# Bird Vocalization Classifier
 Transfer learning approach to classifying species via bird vocalization audio spectrograms.
 
![bird spectrograms](bird_spect.png)

## Abstract
Deep learning is an emerging field that has shown promising results for image classification.  The focus of this study was to analyze the performance of modern machine learning algorithms in the application of classifying bird species from recorded calls.  Bird songs are specific to each species and have a distinct signature, which was the aspect of the data being leveraged.  The data set was collected by various bird enthusiasts and uploaded to xeno-canto.org where the files are open to the public. Statistical analysis was performed on these calls and predictions were made on which species produced the audio which were limited to American Robins and Mourning Doves.  An audio spectrogram served as the input image to the neural networks while the raw audio signal was used for template matching.  The technique that had the highest accuracy was the transfer learning approach, which utilized the pre-existing neural network known as AlexNet.  The shallow neural net had a slightly lower accuracy, while the rudimentary Spectral Angle Mapper (SAM) classifier performed at the lowest accuracy.  All the classification techniques utilized have associated trade-offs which are explored in the conclusion of this study.


In [1]:

from __future__ import absolute_import, division, print_function, unicode_literals

import os
import pathlib
import numpy as np
from sklearn.metrics import confusion_matrix
import matplotlib.pyplot as plt
import IPython.display as display
from PIL import Image

import tensorflow as tf
keras = tf.keras

from tensorflow.keras.models import Sequential
from tensorflow.keras.layers import Dense, Activation, Dropout, Flatten, Conv2D, MaxPooling2D


## Define AlexNet
![AlexNet](AlexNet-1.png)
https://www.learnopencv.com/understanding-alexnet/


In [2]:

def compileAlexNet(numClasses,learningRate) :

    # Define base model (AlexNet)
    IMG_SHAPE = (224, 224, 3)

    #Instantiate an empty model
    model = Sequential()

    # 1st Convolutional Layer
    model.add(Conv2D(filters=96, input_shape=(IMG_SHAPE), kernel_size=(11,11), strides=(4,4), padding='valid'))
    model.add(Activation('relu'))
    # Max Pooling
    model.add(MaxPooling2D(pool_size=(2,2), strides=(2,2), padding='valid'))

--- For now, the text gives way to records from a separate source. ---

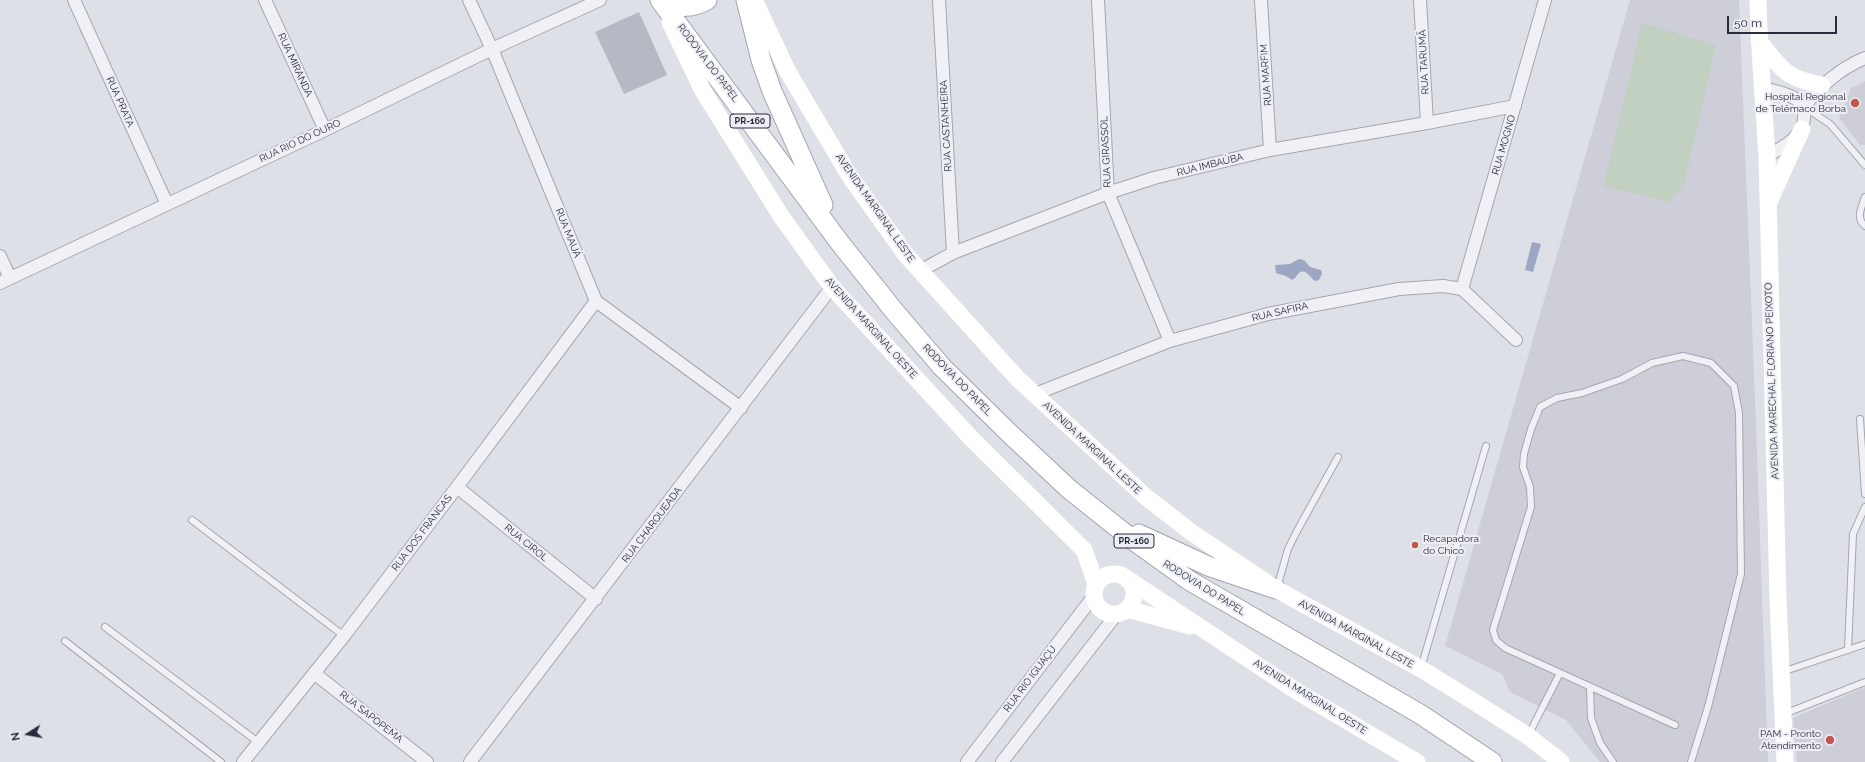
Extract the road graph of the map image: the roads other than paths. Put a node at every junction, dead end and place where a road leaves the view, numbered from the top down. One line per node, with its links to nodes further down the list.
1 (74, 0): 31 (street, RUA PRATA)
2 (265, 0): 25 (street, RUA MIRANDA)
3 (469, 0): 17 (street, RUA MAUÁ)
4 (600, 0): 17 (street, RUA RIO DO OURO)
5 (660, 0): 34 (main road, RODOVIA DO PAPEL / PR-160); 39 (main road, AVENIDA MARGINAL OESTE)
6 (665, 0): 7 (main road)
7 (707, 0)
8 (746, 0): 34 (main road, RODOVIA DO PAPEL / PR-160)
9 (754, 0): 37 (main road, AVENIDA MARGINAL LESTE)
10 (939, 0): 35 (street, RUA CASTANHEIRA)
11 (1098, 0): 29 (street, RUA GIRASSOL)
12 (1261, 0): 26 (street, RUA MARFIM)
13 (1420, 0): 23 (street, RUA TARUMÃ)
14 (1545, 0): 21 (street, RUA MOGNO)
15 (1758, 0): 16 (main road, AVENIDA MARECHAL FLORIANO PEIXOTO)
16 (1759, 41): 19 (main road); 20 (main road, AVENIDA MARECHAL FLORIANO PEIXOTO)
17 (492, 49): 25 (street, RUA RIO DO OURO); 41 (street, RUA MAUÁ)
18 (1865, 58): 19 (street)
19 (1822, 85): 22 (street)
20 (1764, 88): 22 (street); 27 (main road, AVENIDA MARECHAL FLORIANO PEIXOTO)
21 (1515, 106): 23 (street, RUA IMBAÚBA); 40 (street, RUA MOGNO)
22 (1804, 106): 24 (street); 28 (lane)
23 (1427, 124): 26 (street, RUA IMBAÚBA)
24 (1802, 129): 27 (street); 32 (main road)
25 (325, 130): 31 (street, RUA RIO DO OURO)
26 (1270, 150): 29 (street, RUA IMBAÚBA)
27 (1767, 156): 32 (main road, AVENIDA MARECHAL FLORIANO PEIXOTO)
28 (1865, 164)
29 (1108, 193): 35 (street, RUA IMBAÚBA); 42 (street, RUA GIRASSOL)
30 (1865, 197): 33 (lane)
31 (167, 204): 38 (street, RUA RIO DO OURO)
32 (1767, 207): 68 (main road, AVENIDA MARECHAL FLORIANO PEIXOTO)
33 (1865, 226)
34 (840, 243): 53 (main road, RODOVIA DO PAPEL / PR-160)
35 (953, 253): 37 (street, RUA IMBAÚBA)
36 (0, 256): 38 (street)
37 (920, 271): 44 (main road, AVENIDA MARGINAL LESTE)
38 (5, 280)
39 (832, 287): 45 (street, RUA CHARQUEADA); 55 (main road, AVENIDA MARGINAL OESTE)
40 (1462, 289): 42 (street, RUA SAFIRA); 43 (street)
41 (596, 301): 45 (street); 49 (street, RUA DOS FRANCAS)
42 (1170, 340): 44 (street, RUA SAFIRA)
43 (1516, 340)
44 (1034, 394): 56 (main road, AVENIDA MARGINAL LESTE)
45 (741, 408): 57 (street, RUA CHARQUEADA)
46 (1860, 420): 50 (lane)
47 (1486, 446): 65 (lane)
48 (1338, 457): 56 (lane)
49 (457, 487): 57 (street, RUA CIROL); 61 (street, RUA DOS FRANCAS)
50 (1865, 494)
51 (1865, 507): 64 (lane)
52 (192, 520): 61 (lane)
53 (1107, 520): 56 (main road); 82 (main road, RODOVIA DO PAPEL / PR-160)
54 (1128, 580): 55 (main road, AVENIDA MARGINAL OESTE); 58 (main road); 60 (main road, AVENIDA MARGINAL OESTE)
55 (1094, 590): 58 (main road, AVENIDA MARGINAL OESTE); 79 (street, RUA RIO IGUAÇU)
56 (1276, 590): 65 (main road, AVENIDA MARGINAL LESTE)
57 (596, 599): 78 (street, RUA CHARQUEADA)
58 (1122, 612): 60 (main road, AVENIDA MARGINAL OESTE); 80 (street)
59 (105, 627): 74 (lane)
60 (1204, 630): 81 (main road, AVENIDA MARGINAL OESTE)
61 (344, 636): 66 (street, RUA DOS FRANCAS)
62 (64, 641): 75 (lane)
63 (1865, 644): 64 (lane)
64 (1848, 650): 68 (lane)
65 (1421, 669): 73 (main road, AVENIDA MARGINAL LESTE)
66 (314, 673): 74 (street, RUA DOS FRANCAS); 77 (street, RUA SAPOPEMA)
67 (1560, 673): 70 (lane); 73 (lane); 85 (lane)
68 (1781, 673): 71 (main road, AVENIDA MARECHAL FLORIANO PEIXOTO)
69 (1865, 682): 71 (lane)
70 (1590, 687): 72 (lane); 84 (lane)
71 (1783, 715): 86 (main road, AVENIDA MARECHAL FLORIANO PEIXOTO)
72 (1675, 725)
73 (1528, 736): 83 (main road, AVENIDA MARGINAL LESTE)
74 (258, 742): 76 (street, RUA DOS FRANCAS)
75 (221, 762)
76 (243, 762)
77 (427, 762)
78 (470, 762)
79 (967, 762)
80 (1002, 762)
81 (1417, 762)
82 (1492, 762)
83 (1561, 762)
84 (1613, 762)
85 (1691, 762)
86 (1785, 762)

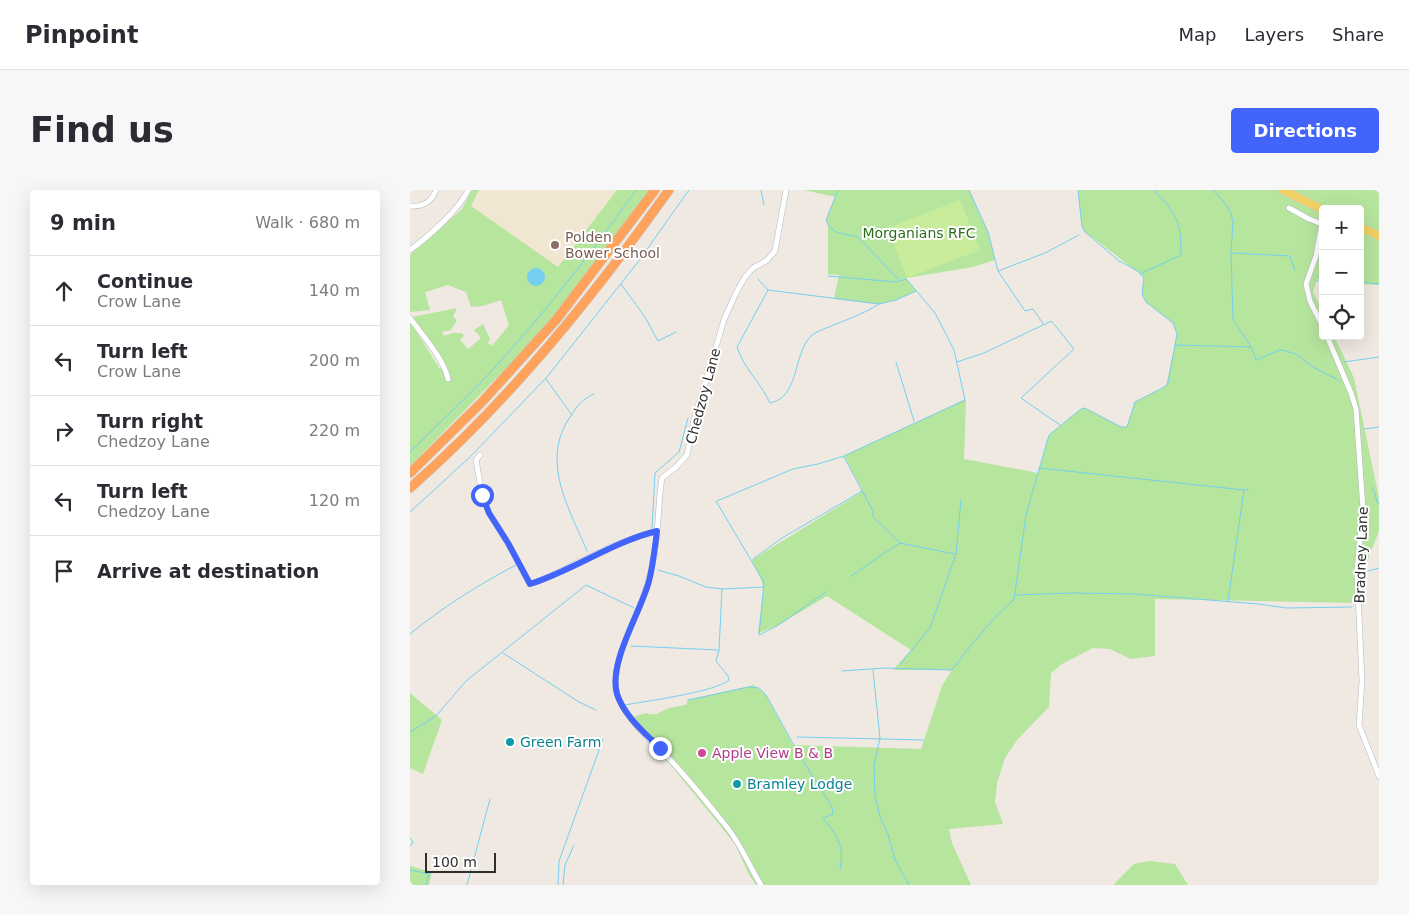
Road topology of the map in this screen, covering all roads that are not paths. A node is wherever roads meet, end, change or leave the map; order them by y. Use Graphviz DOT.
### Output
graph roads {
  1 [pos="436,190"];
  2 [pos="468,190"];
  3 [pos="655,190"];
  4 [pos="669,190"];
  5 [pos="786,190"];
  6 [pos="1284,190"];
  7 [pos="410,207"];
  8 [pos="1289,208"];
  9 [pos="1319,208"];
  10 [pos="1319,221"];
  11 [pos="1364,229"];
  12 [pos="1379,236"];
  13 [pos="1319,238"];
  14 [pos="410,250"];
  15 [pos="410,318"];
  16 [pos="1319,319"];
  17 [pos="1329,340"];
  18 [pos="448,379"];
  19 [pos="480,455"];
  20 [pos="410,473"];
  21 [pos="410,488"];
  22 [pos="657,531"];
  23 [pos="1379,776"];
  24 [pos="761,885"];
  1 -- 7 [label="street"];
  2 -- 14 [label="street"];
  3 -- 20 [label="highway"];
  4 -- 21 [label="highway"];
  5 -- 22 [label="street, Chedzoy Lane"];
  6 -- 9 [label="main road"];
  8 -- 10 [label="street"];
  11 -- 12 [label="main road"];
  13 -- 16 [label="street"];
  15 -- 18 [label="street"];
  17 -- 23 [label="street, Bradney Lane"];
  19 -- 22 [label="street"];
  22 -- 24 [label="street, Chedzoy Lane"];
}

    # 2nd Convolutional Layer
    model.add(Conv2D(filters=256, kernel_size=(11,11), strides=(1,1), padding='valid'))
    model.add(Activation('relu'))
    # Max Pooling
    model.add(MaxPooling2D(pool_size=(2,2), strides=(2,2), padding='valid'))

    # 3rd Convolutional Layer
    model.add(Conv2D(filters=384, kernel_size=(3,3), strides=(1,1), padding='valid'))
    model.add(Activation('relu'))

    # 4th Convolutional Layer
    model.add(Conv2D(filters=384, kernel_size=(3,3), strides=(1,1), padding='valid'))
    model.add(Activation('relu'))

    # 5th Convolutional Layer
    model.add(Conv2D(filters=256, kernel_size=(3,3), strides=(1,1), padding='valid'))
    model.add(Activation('relu'))
    # Max Pooling
    model.add(MaxPooling2D(pool_size=(2,2), strides=(2,2), padding='valid'))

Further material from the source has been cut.